Go and read the article for his full comments.

Meanwhile, back here, in the states, we have what passes for a leader under the name of Obama. As I said in last night’s Ramble… Obama’s choice to remain near silent in all of this will cost a lot of Iranian lives on the way to that freedom, however. Thus the question for us as a nation, is how we will be remembered by the Iranian people and indeed the rest of the world, once that shift to freedom takes place. As it stands now, I can’t see it being the world’s perception of us not supporting freedom in this case, being a good one. They’ll remember an entire generation of Iranian freedom fighters getting washed away by these thugs… while, under what passes for leadership by Obama, we stood by and refused to help.

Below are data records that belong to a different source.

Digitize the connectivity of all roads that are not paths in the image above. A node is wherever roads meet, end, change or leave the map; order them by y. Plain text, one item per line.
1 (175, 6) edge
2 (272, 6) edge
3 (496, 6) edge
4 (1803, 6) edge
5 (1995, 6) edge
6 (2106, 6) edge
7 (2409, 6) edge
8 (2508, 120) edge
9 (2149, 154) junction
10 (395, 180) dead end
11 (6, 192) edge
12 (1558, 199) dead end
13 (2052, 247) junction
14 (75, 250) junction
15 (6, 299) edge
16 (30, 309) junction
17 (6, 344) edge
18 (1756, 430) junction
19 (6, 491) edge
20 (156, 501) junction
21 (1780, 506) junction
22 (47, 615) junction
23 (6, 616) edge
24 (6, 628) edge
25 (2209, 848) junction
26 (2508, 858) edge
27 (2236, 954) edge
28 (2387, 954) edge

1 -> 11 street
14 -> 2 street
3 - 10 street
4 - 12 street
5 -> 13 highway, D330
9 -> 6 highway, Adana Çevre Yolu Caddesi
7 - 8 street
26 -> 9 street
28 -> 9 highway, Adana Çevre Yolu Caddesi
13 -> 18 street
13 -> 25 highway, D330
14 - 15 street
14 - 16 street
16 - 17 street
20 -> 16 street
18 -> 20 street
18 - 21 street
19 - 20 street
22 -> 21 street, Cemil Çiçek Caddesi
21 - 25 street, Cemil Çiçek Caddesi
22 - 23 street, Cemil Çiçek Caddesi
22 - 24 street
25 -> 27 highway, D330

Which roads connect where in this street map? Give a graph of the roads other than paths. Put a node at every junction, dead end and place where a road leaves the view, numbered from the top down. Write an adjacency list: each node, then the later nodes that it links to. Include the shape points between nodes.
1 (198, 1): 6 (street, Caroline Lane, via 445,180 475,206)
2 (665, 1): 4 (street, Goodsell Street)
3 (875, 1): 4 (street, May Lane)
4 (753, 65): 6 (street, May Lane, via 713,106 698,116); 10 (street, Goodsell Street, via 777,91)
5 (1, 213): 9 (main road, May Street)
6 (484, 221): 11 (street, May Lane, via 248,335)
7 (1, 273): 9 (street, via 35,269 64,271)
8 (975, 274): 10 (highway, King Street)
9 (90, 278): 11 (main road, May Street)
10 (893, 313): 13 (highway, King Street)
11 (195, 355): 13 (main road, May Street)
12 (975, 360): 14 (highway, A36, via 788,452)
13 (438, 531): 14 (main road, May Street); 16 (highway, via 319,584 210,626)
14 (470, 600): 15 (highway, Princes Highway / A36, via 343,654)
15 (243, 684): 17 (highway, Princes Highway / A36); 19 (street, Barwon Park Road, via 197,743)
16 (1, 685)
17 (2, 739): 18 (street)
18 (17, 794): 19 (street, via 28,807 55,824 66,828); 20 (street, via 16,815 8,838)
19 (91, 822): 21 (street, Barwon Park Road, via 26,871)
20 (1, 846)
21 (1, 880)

And at the risk of seeming petty, there’s another issue that I’ll broach and leave hanging, not having fully thought it through;

What does it mean to all of Obama’s anti-Bush rhetoric when by virtue of Bush’s actions Democracy inexorably spreads through the region as now looks to me to be the case? Is it too much to suggest that Obama may actually want this revolution… and that in reality is what it is… to fail so as to prevent the hated BUUUSSSHHHHH from looking… Obama rhetoric not withstanding… like he had it correctly all along? What possible reason might Obama have for wanting to see the Middle East’s bid democracy fail, or at least minimize the connection to the actions of  George Bush?